School of Computer Engineering, KIIT University, Bhubaneswar, Odisha 751024, India.
School of Computer Engineering, KIIT University, Bhubaneswar, Odisha 751024, India.
Comput Methods Programs Biomed. 2021 Sep;209:106335. doi: 10.1016/j.cmpb.2021.106335. Epub 2021 Aug 5.
Epilepsy the disorder of the central nervous system has its worldwide presence in roughly 50 million people as estimated by the World Health Organization. Electroencephalogram (EEG) is one of the most common and non-invasive ways of analyzing and studying the subtle changes in neuronal activity of the brain during an epileptic seizure attack. These changes can be analyzed for developing an automated system that would assert the chances of an impending seizure. As changeable nature of seizure affects the patients from having a normal life, hence progress in developing new methods will improve the quality of life and also provide assistance in the medical sector. Objective of the proposed method is to avoid EEG channel selection and use all input EEG channel features to design a generalized epileptic seizure detection framework.
In this work, a long short-term memory network has been proposed that is not complex and has the capability of effectively detecting epileptic seizures from both non-invasive and invasive electroencephalogram recordings. The proposed framework is simple and effective and designed in such capacity that raw electroencephalogram signals can be used to detect seizures. Also, a generalized approach has been followed that is channel independent such that EEG signals belonging to any hemisphere of the brain can be detected effectively by the proposed architecture.
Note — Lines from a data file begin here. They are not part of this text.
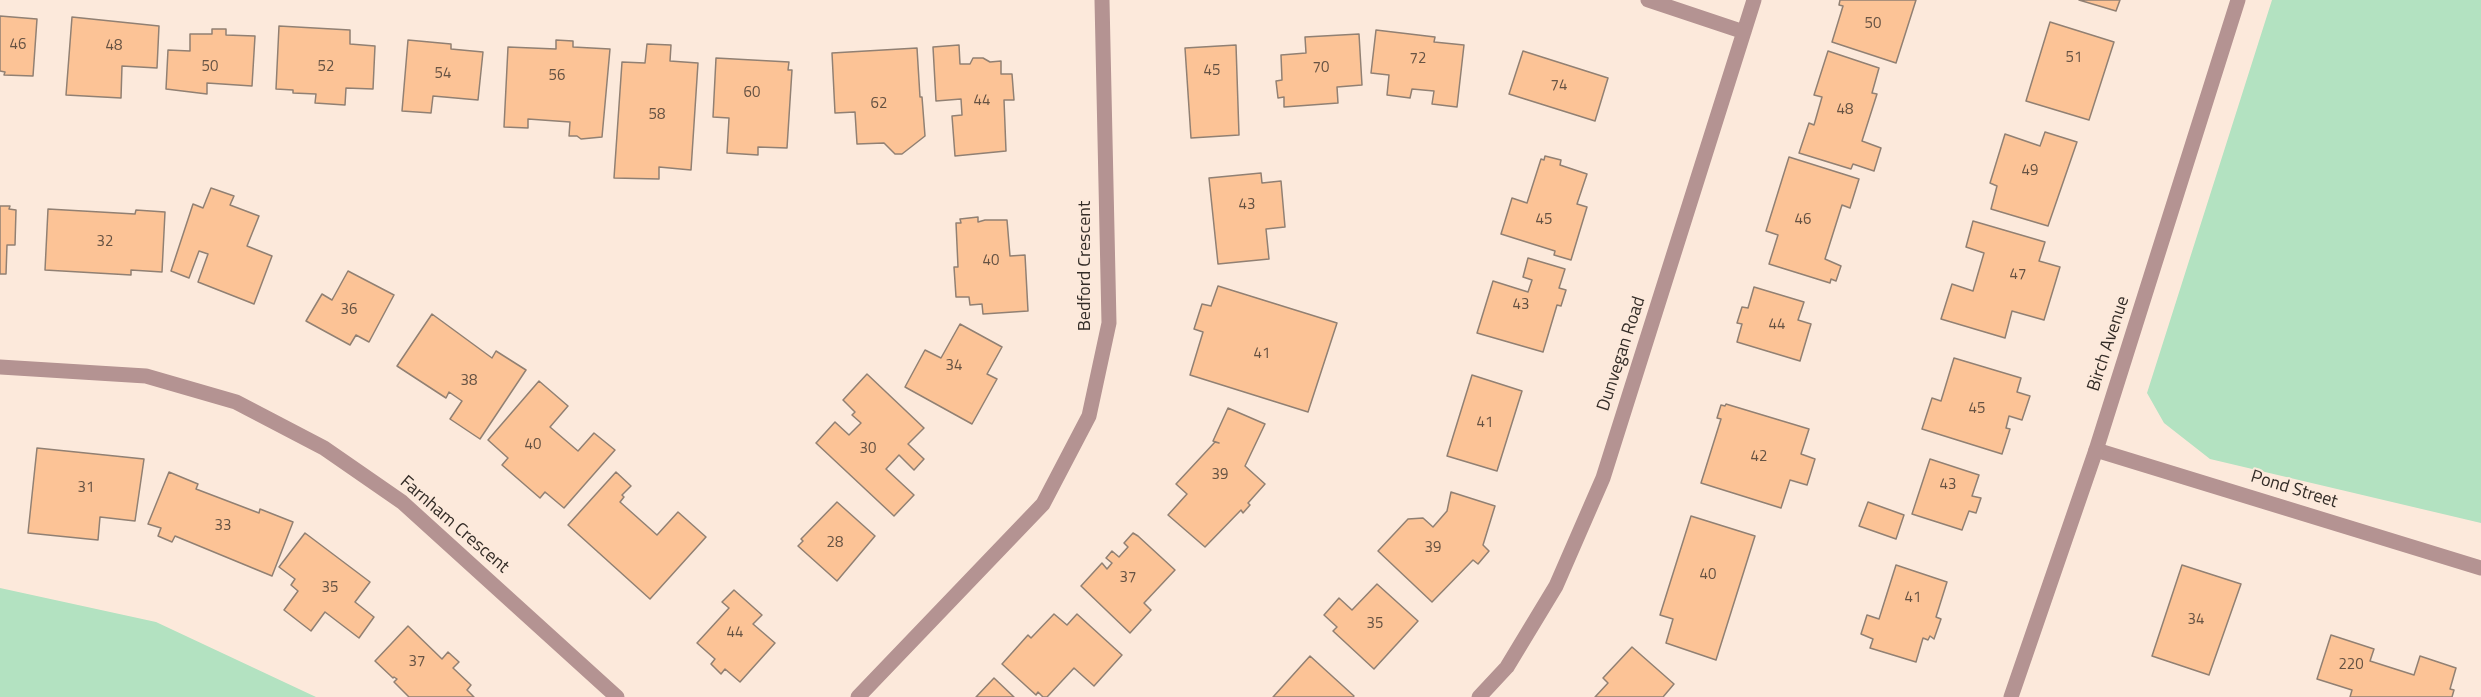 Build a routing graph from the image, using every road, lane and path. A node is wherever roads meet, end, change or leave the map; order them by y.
1 (1102, 0) edge
2 (1648, 0) edge
3 (1754, 0) edge
4 (2238, 0) edge
5 (1744, 32) junction
6 (0, 367) edge
7 (2096, 450) junction
8 (2481, 568) edge
9 (617, 697) edge
10 (858, 697) edge
11 (1479, 697) edge
12 (2012, 697) edge

1 - 10 street, Bedford Crescent
2 - 5 street
3 - 5 street, Dunvegan Road
4 - 7 street, Birch Avenue
5 - 11 street, Dunvegan Road
6 - 9 street, Farnham Crescent
7 - 8 street, Pond Street
7 - 12 street, Birch Avenue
The automated seizure detection system achieved high seizure detection sensitivity of 99.9%, and a low false-positive rate of 0.003 per hour for the Children's Hospital Boston-Massachusetts Institute of Technology dataset. While for the Sleep-Wake-Epilepsy-Center of the University Department of Neurology at the Inselspital Bern dataset, the sensitivity is 99.4% and false-positive rate of 0.006 per hour. Convergence analysis of the proposed model provides a significant amount of reliability and correctness in the efficient detection of epileptic seizures.
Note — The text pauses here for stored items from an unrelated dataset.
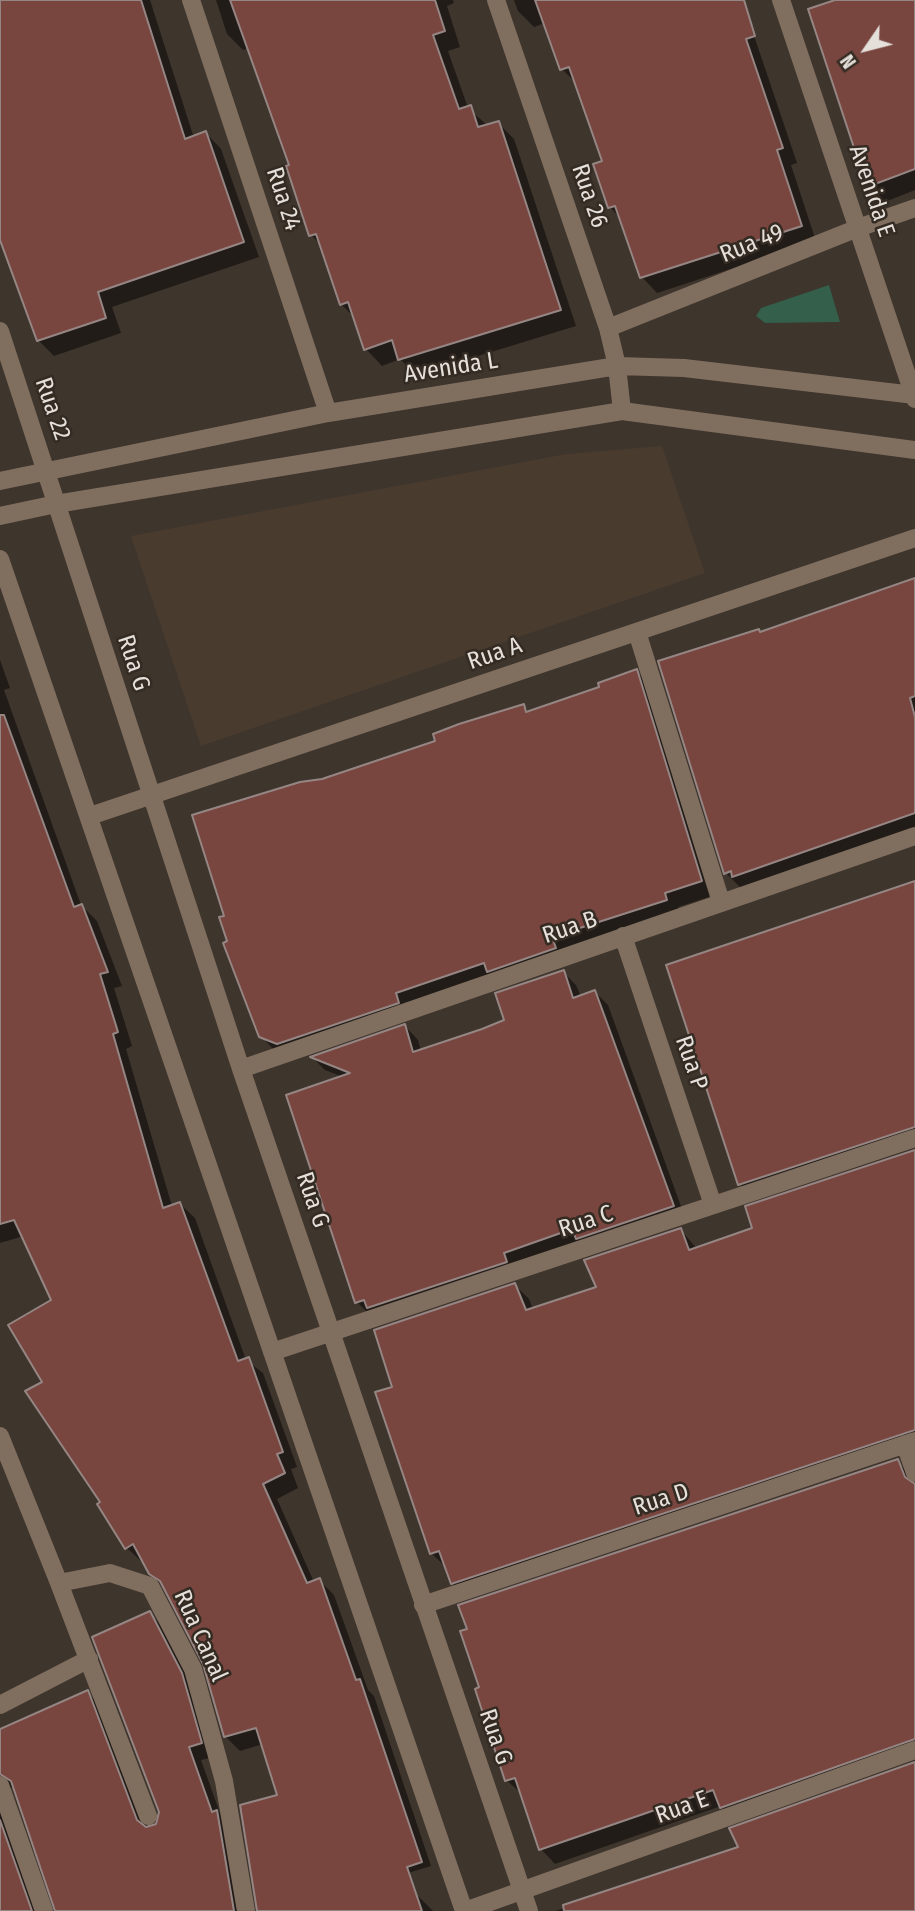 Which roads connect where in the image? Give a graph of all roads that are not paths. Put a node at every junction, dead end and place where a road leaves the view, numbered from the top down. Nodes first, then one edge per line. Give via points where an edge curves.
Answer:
1 (191, 0) edge
2 (496, 0) edge
3 (781, 0) edge
4 (915, 208) edge
5 (858, 228) junction
6 (608, 328) junction
7 (0, 331) edge
8 (617, 366) junction
9 (915, 396) edge
10 (622, 411) junction
11 (328, 413) junction
12 (915, 450) edge
13 (48, 473) junction
14 (0, 481) edge
15 (56, 504) junction
16 (0, 516) edge
17 (915, 538) edge
18 (0, 559) edge
19 (637, 632) junction
20 (151, 796) junction
21 (90, 816) junction
22 (915, 836) edge
23 (721, 902) junction
24 (623, 936) junction
25 (241, 1069) junction
26 (915, 1138) edge
27 (713, 1205) junction
28 (332, 1332) junction
29 (272, 1352) junction
30 (0, 1436) edge
31 (910, 1442) edge
32 (915, 1473) edge
33 (59, 1583) junction
34 (423, 1605) junction
35 (89, 1659) junction
36 (0, 1704) edge
37 (915, 1750) edge
38 (0, 1785) edge
39 (148, 1816) dead end
40 (523, 1892) junction
41 (44, 1911) edge
42 (246, 1911) edge
43 (465, 1911) edge
44 (529, 1911) edge

1 - 11 street, Rua 24
2 - 6 street, Rua 26
3 - 5 street, Avenida E
4 - 5 street, Rua 49
5 - 6 street, Rua 49
5 - 9 street, Avenida E
6 - 8 street, Rua 26
7 - 13 street, Rua 22
8 - 9 street, Avenida L via 684,368
8 - 10 street, Rua 26
8 - 11 street, Avenida L
10 - 12 street
10 - 15 street
11 - 13 street, Avenida L
13 - 14 street, Avenida L
13 - 15 street, Rua 22
15 - 16 street
15 - 20 street, Rua G
17 - 19 street, Rua A
18 - 21 street
19 - 20 street, Rua A
19 - 23 street
20 - 21 street, Rua A
20 - 25 street, Rua G
21 - 29 street
22 - 23 street, Rua B
23 - 24 street, Rua B
24 - 25 street, Rua B
24 - 27 street, Rua P
25 - 28 street, Rua G
26 - 27 street, Rua C
27 - 28 street, Rua C
28 - 29 street, Rua C
28 - 34 street, Rua G
29 - 43 street
30 - 33 street
31 - 32 street
31 - 34 street, Rua D
33 - 35 street
33 - 42 street, Rua Canal via 110,1573 150,1586 193,1669 224,1781
34 - 40 street, Rua G
35 - 36 street
35 - 39 street
37 - 40 street, Rua E
38 - 41 street
40 - 43 street, Rua E
40 - 44 street, Rua G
Assessment of the proposed framework on non-invasive as well as invasive EEG signals showed that the framework worked well for different type of EEG recordings as different metrics gave satisfactory results. As the framework is simple and did not require any additional parameter optimization techniques, it reduced the processing overheads without affecting the accuracy. Hence, it can be used as an efficient method for monitoring epileptic seizures.
据世界卫生组织估计,癫痫是一种中枢神经系统疾病,全球约有 5000 万人患有这种疾病。脑电图(EEG)是分析和研究癫痫发作时大脑神经元活动细微变化的最常见和非侵入性方法之一。可以对这些变化进行分析,开发出一种自动化系统,以确定即将发生的癫痫发作的可能性。由于癫痫发作的多变性影响了患者的正常生活,因此开发新方法的进展将提高生活质量,并为医疗领域提供帮助。该方法的目的是避免脑电图通道选择,并使用所有输入脑电图通道特征来设计一个通用的癫痫发作检测框架。
在这项工作中,提出了一种长短期记忆网络,该网络不复杂,具有从非侵入性和侵入性脑电图记录中有效检测癫痫发作的能力。所提出的框架简单有效,设计能力强,可以使用原始脑电图信号检测癫痫发作。此外,还采用了一种通用方法,该方法与通道无关,使得可以通过所提出的架构有效地检测大脑任何半球的 EEG 信号。
该自动癫痫检测系统在波士顿儿童医院-麻省理工学院数据集上实现了 99.9%的高癫痫检测灵敏度和 0.003 次/小时的低假阳性率。而在伯尔尼大学神经内科睡眠-觉醒-癫痫中心数据集上,灵敏度为 99.4%,假阳性率为 0.006 次/小时。所提出模型的收敛分析为高效检测癫痫发作提供了大量的可靠性和正确性。
在非侵入性和侵入性 EEG 信号上评估所提出的框架表明,该框架适用于不同类型的 EEG 记录,因为不同的指标给出了令人满意的结果。由于该框架简单,不需要任何额外的参数优化技术,因此可以减少处理开销而不影响准确性。因此,它可以作为一种有效的监测癫痫发作的方法。